Even if we keep the invariant mass of leptons $\sqrt{q^2}$ fixed, the
corresponding quark width remains correct at least up to $1/m_Q$ terms
for arbitrary, for example, maximal $q^2$ when the energy release is
tiny, see Eq.~(\ref{224}).

For the nonleptonic decays the heavy quark symmetry does not generally
apply, and at insufficient energy release one expects significant
violations of duality.
A few years ago, therefore, we would not be too much
concerned with present discrepancies. Now, on the other hand, we
have evaluated the leading terms in the $1/m$ expansion of the width
and did not find indications for significant effects. Since
violation of duality is conceptually related to the asymptotic nature
of the OPE \cite{shiftasi,inst}, we could have expected that duality
works at a few percent level as well.

\subsection{$1/m_Q$ Expansion and Duality Violation}

The problem of duality violation attracts more and more attention of
those who study the heavy quark theory; a recent extensive discussion
was given in \cite{inst}. The expansion in $1/m_Q$ is asymptotic. There
are basically two questions one can ask here: what is the onset of
duality, i.e. {\em when} does the
expansion start to work? The most straightforward approach was undertaken in
\re{bm}, and no apparent indication toward an increased energy scale was
found. Another question, {\em how} is the equality of the QCD
parton-based predictions with the actual decay rates achieved, was barely
addressed. Though a relevant example of such a problem is easy to
give.

The OPE ensures that no terms $\sim 1/m_Q$ can be in the widths in QCD
and the
corrections start with $1/m_Q^2$. However, the OPE {\em per se} cannot
forbid a
scenario where, for instance,
\beq
\frac{\delta \Gamma_{H_Q}}{\Gamma_{H_Q}} \;\sim\ \;C \;
\frac{\sin{(m_Q \rho)}}{m_Q\rho}
\;,\;\;\; \rho \sim \Lam^{-1}
\;.
\label{44crad}
\eeq
In the actual strong
interaction, $m_b$ and $m_c$ are fixed and not free parameters, so,
from the practical viewpoint these types of corrections are
not too different -- but the difference is profound in the theoretical
description! It reflects specifics of the OPE in Minkowski space, and such
effects can hardly be addressed, for example, in the lattice
simulations. Their control requires a deeper understanding of the
underlying QCD dynamics beyond the knowledge of first few
nonperturbative condensates.

In fact, the literal corrections of the type of \eq{44crad} are hardly
possible; the power of $1/m_Q$ in realistic scenarios is larger, and
these duality corrections must be eventually exponentially suppressed
though, probably, starting at a higher scale \cite{inst}. But a theory
of such effects is still in its embryonic stage and needs an additional
experimental input as well.

Nevertheless, we know that the duality-violating terms in the HQE are
not completely arbitrary, and they must obey certain constraints. For
example, they cannot be monotonous and positive or negative but
oscillate, {\it etc}. All these exact properties are often missed in
the theoretical discussions.

It is worth adding that the folklore about violations of duality is
often rather superficial. Even the used terminology is not always
consistent. It was written recently, for example, in \cite{bjhaw} that
the assumptions behind the $1/m_Q$ expansion for the widths, in
particular, for the nonleptonic widths, include a certain factorization
of the decay amplitudes. In fact, such a factorization is not required
at all, like it is not required in the asymptotic expansion of $R_{\rm
e^+e^-}(s)$. The only assumption is the usual
factorization of contributions of large-distance and short-distance
physics, the OPE. Moreover, in principle it is enough to assume it only
in Euclidean domain. A stronger assumption of such a factorization
for actual decay processes in Minkowski kinematics at fixed energy
would lead to additional constraints on violation of local duality.

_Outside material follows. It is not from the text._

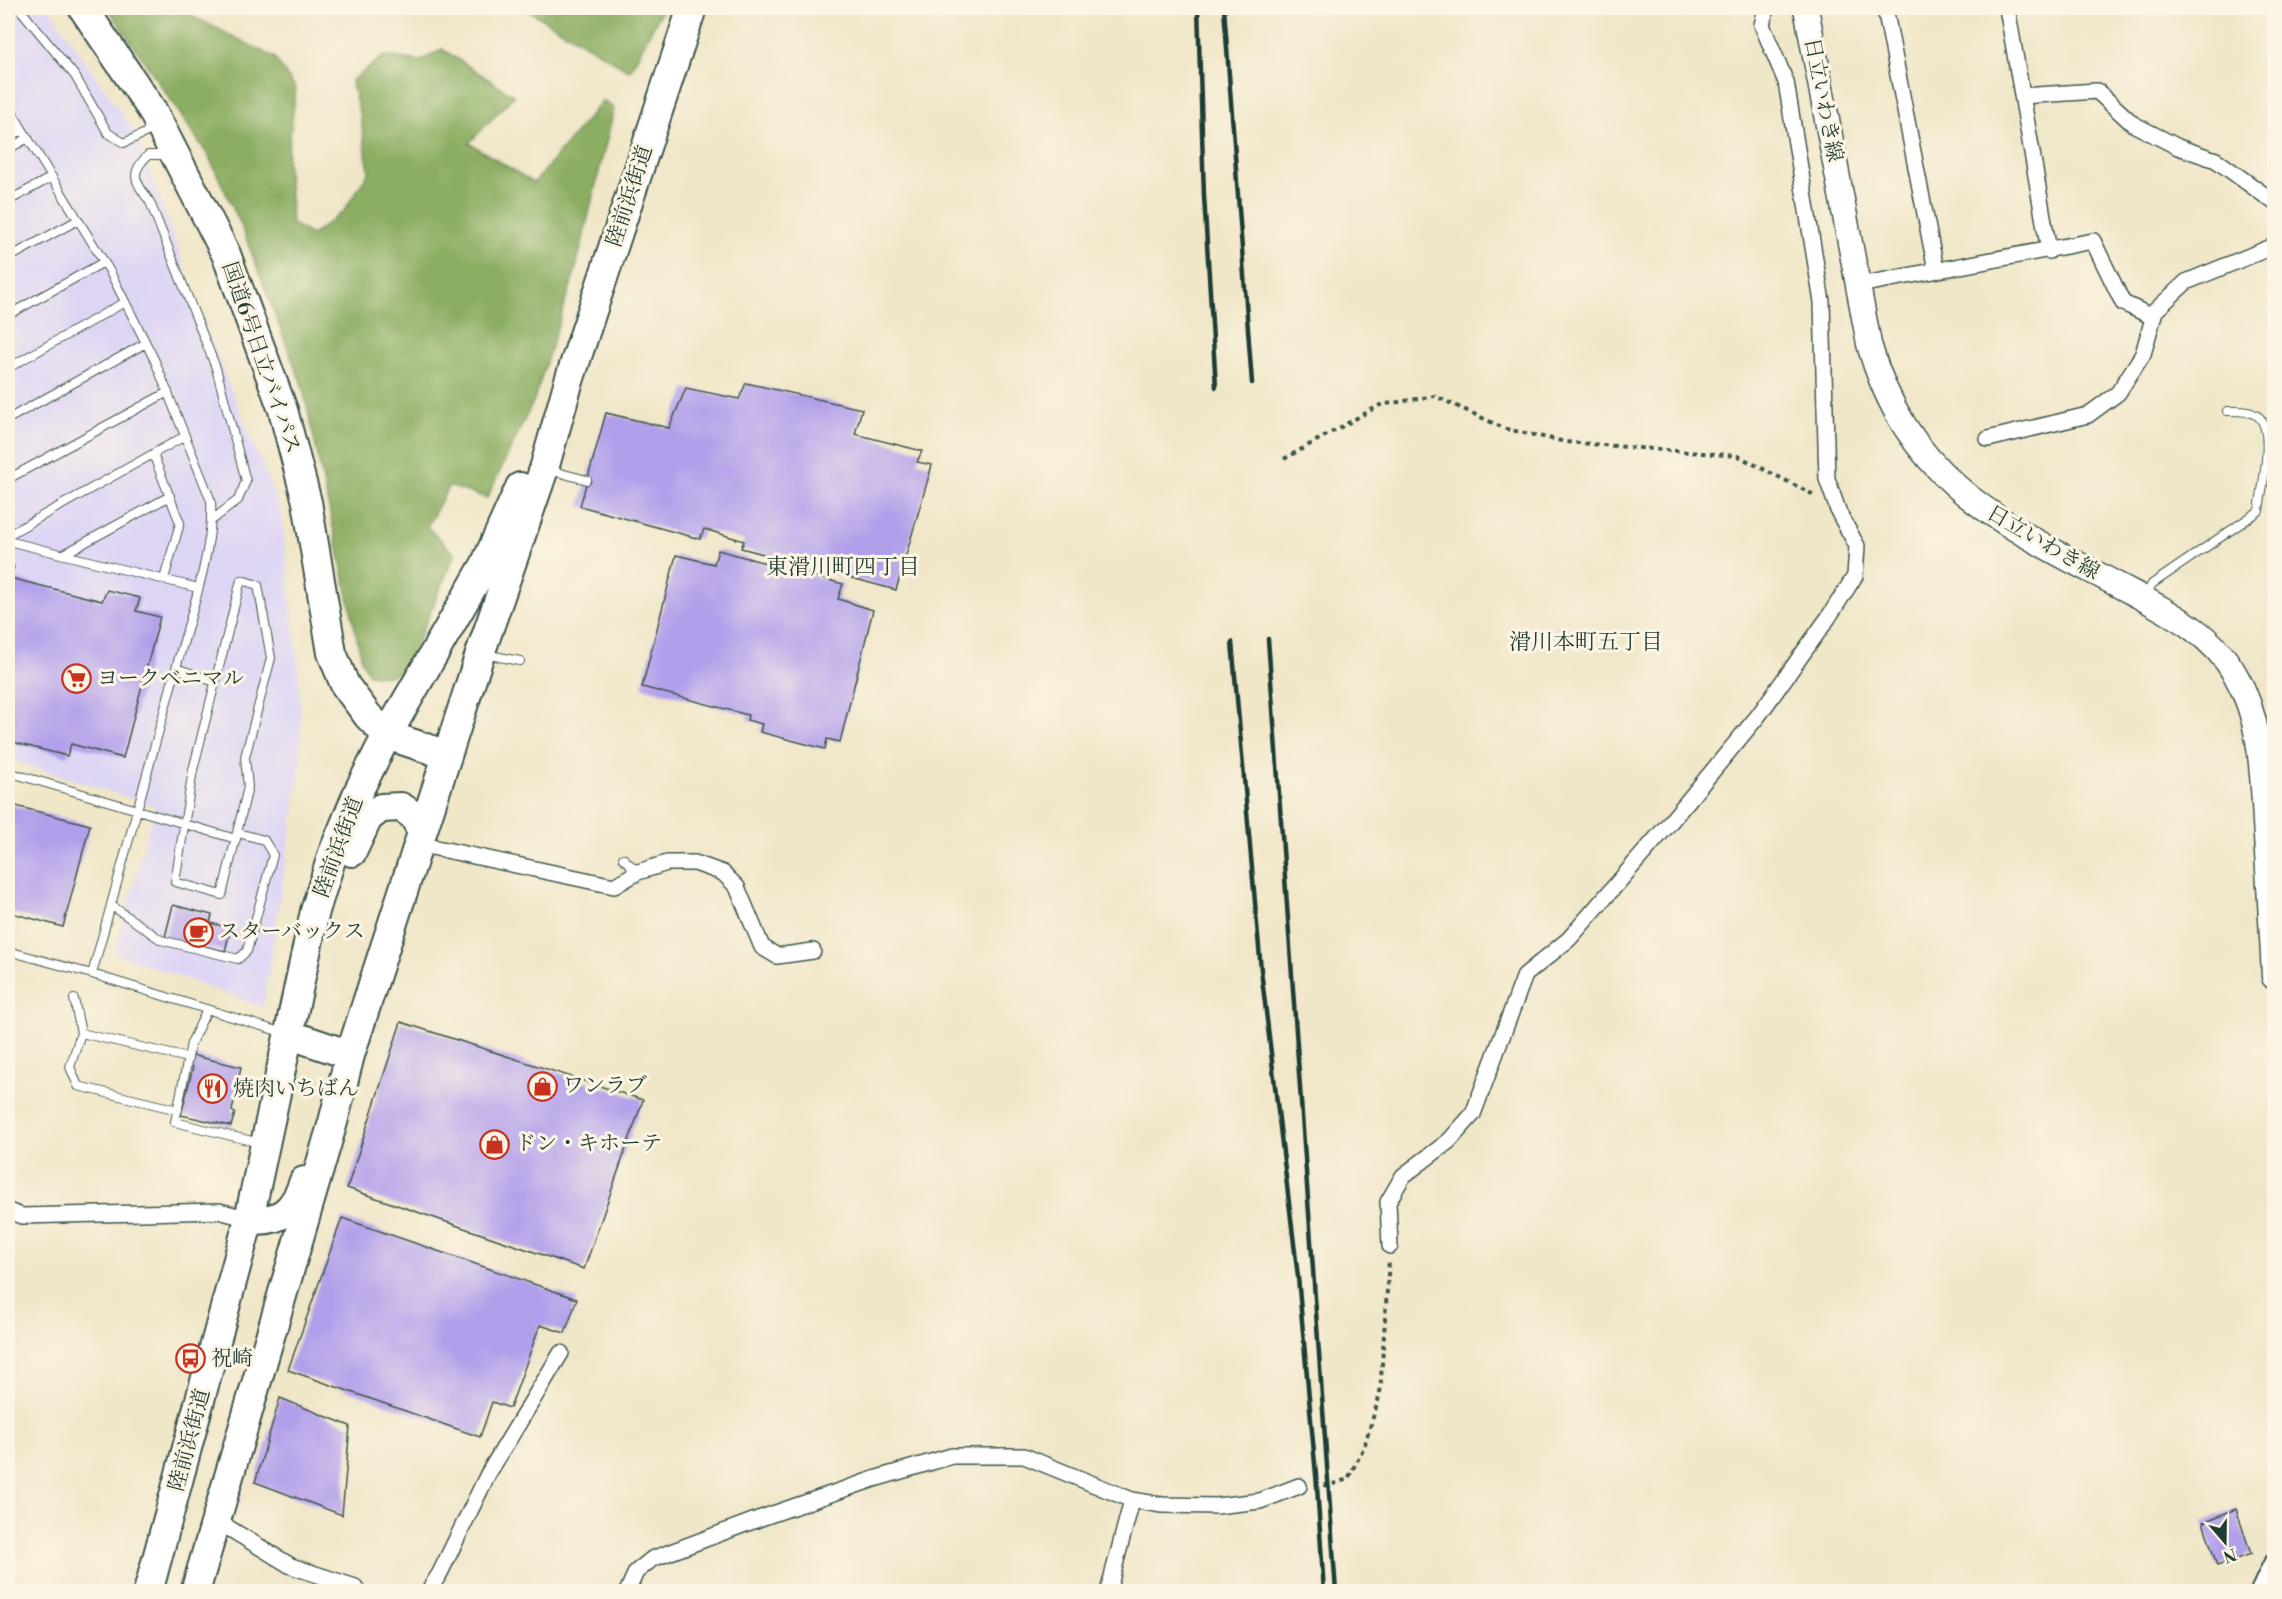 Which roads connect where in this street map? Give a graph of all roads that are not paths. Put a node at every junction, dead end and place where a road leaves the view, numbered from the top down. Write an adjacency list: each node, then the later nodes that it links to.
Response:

It has been quite popular to state that the quark-hadron duality sets
in only when the number of hadrons in the final state becomes large
\cite{dualnum}. This is a wrong criterium. The
semileptonic decays in the SV kinematics are a nice example. In the
limit
\beq
m_b, \,m_c\;\gg \Lam\;, \qquad m_b-m_c \gg \Lam\,, \qquad
\frac{m_b-m_c}{m_b+m_c} \sim v \ll 1
\label{280}
\eeq
the exact quark-hadron duality perfectly holds with the theorem-like
rigorousness while the total decay rate is saturated by only two final
states, $D^*$ and $D$ (even only one state can be retained if special
weak currents are considered).
Simultaneously, the yield of the excited states  can be arbitrary
small: it is driven by two parameters $\left(\Lam/m_c\right)^2 \ll 1$
and $\left(\frac{m_b-m_c}{m_b+m_c}\right)^2 \ll 1$. This fact was
actually noted in \cite{vshqs} in the mid 80's and was among the first
steps in the development of the heavy quark symmetry and dynamic
$1/m_Q$ expansion. It is really surprising why this classic result used
to be ignored even in the relatively recent papers.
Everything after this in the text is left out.